Ernest O. Lawrence and his collaborators went on to construct a series of cyclotrons which were the most powerful accelerators in the world at the time; a 27 in (69 cm) 4.8 MeV machine (1932), a 37 in (94 cm) 8 MeV machine (1937), and a 60 in (152 cm) 16 MeV machine (1939). Lawrence received the 1939 Nobel Prize in Physics for the invention and development of the cyclotron and for results obtained with it.
In a similar patern, after the end of the Cold War, China that is intended to supersede the U.S. as the next superpower has completed or is in the procecess of completing a series of research megaprojects.
• Five-hundred-meter Aperture Spherical Telescope
Nicknamed Tianyan (天眼), FAST is a radio telescope located in the Dawodang depression (大窝凼洼地), a natural basin in Pingtang County, Guizhou, southwest China. FAST has a 500 m diameter dish constructed in a natural depression in the landscape. It is the world’s largest filled-aperture radio telescope.
Construction of FAST began in 2011. It observed first light in September 2016. After three years of testing and commissioning, it was declared fully operational on 11 January 2020.
• LHAASO gamma-ray and cosmic-ray observatory
The Large High Altitude Air Shower Observatory (LHAASO) is a gamma-ray and cosmic-ray observatory in Daocheng, in the Garze Tibetan Autonomous Prefecture in Sichuan, China. It is designed to observe air showers triggered by gamma rays and cosmic rays. The observatory is at an altitude of 4,410 metres (14,470 ft) above sea level. Observations started in April 2019.
Making it the highest in the world.
• Xinjiang Qitai Radio Telescope
China-developed world’s largest steerable telescope in Northwest China’s Xinjiang Uygur Autonomous Region, QTT will become the world’s most powerful steerable radio telescope spanning 110 meters by 2028, capable of observing radio waves from meter-level to millimeter with a high degree of precision, and can also observe 75 percent of the stars in the sky at any given time.
• TRIDENT undersea neutrino telescope
The next-generation neutrino telescope (TRIDENT) to be built in the South China Sea is designed to have a roughly 30-cubic-kilometer volume, will be submerged to a depth of more than 1 km, said Chen Mingjun, lead researcher of the project at the Institute of High Energy Physics under the Chinese Academy of Sciences.

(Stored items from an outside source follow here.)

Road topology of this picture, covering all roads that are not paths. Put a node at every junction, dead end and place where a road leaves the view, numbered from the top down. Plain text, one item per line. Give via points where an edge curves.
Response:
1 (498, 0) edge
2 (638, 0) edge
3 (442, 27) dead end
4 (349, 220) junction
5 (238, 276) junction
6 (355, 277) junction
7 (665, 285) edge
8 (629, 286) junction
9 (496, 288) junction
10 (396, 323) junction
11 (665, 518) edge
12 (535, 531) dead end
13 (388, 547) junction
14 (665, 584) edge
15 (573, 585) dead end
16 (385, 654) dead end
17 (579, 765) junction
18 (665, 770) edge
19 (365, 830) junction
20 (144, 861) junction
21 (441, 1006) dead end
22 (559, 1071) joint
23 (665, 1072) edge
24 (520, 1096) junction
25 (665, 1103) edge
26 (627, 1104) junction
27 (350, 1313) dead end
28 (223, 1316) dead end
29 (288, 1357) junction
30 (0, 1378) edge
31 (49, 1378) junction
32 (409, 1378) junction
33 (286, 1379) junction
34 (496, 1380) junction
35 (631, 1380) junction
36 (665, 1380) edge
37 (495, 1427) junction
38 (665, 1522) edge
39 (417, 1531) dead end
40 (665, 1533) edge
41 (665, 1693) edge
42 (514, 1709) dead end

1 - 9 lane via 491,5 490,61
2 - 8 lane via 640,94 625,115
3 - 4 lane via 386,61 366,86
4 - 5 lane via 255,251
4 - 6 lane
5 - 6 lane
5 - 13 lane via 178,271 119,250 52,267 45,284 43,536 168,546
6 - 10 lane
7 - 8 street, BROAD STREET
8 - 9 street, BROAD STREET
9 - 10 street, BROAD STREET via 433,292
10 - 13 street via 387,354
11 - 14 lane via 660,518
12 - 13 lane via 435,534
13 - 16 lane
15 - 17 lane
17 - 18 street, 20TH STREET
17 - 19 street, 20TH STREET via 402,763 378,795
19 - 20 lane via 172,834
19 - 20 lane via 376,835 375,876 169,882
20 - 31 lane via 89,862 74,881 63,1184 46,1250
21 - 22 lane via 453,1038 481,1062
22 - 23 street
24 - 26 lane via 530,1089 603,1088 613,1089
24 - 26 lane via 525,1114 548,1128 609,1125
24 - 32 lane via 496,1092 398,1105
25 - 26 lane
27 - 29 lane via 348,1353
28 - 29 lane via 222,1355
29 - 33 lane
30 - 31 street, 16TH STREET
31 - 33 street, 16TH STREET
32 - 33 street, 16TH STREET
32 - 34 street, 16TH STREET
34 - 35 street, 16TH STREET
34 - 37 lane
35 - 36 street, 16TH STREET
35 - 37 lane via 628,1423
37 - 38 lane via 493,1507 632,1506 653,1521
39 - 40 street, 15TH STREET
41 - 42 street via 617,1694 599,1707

The planned Chinese detector will be the world’s largest. It will be a 30-cubic-kilometer detector comprising over 55,000 optical modules suspended along 2,300 strings.
• Sanya High-powered Incoherent Scatter Radar
The device, known as a High-powered Incoherent Scatter Radar, would be capable of influencing the ebb and flow of subatomic particles as far away as Singapore, a distance of over 2,000km (1,200 miles).
This facility would be the most powerful radar in the South China Sea and – regardless of whether it can be used to generate extreme climate events – would have multiple military uses, including improving China’s submarine warfare capabilities and disrupting other countries’ communications networks by creating an atmospheric “black hole”. |1||2|
The U.S. HAARP facility could generate a maximum 1 gigawatt of power, nearly four times that of Soviet’s Sura.
Sanya High-powered Incoherent Scatter Radar is even more powerful than HAARP. |1||2|
• Chinese Large Hadron Collider
Physicists at Beijing’s Institute of High Energy Physics (IHEP) are designing the world’s biggest 100-kilometre circumference particle collider.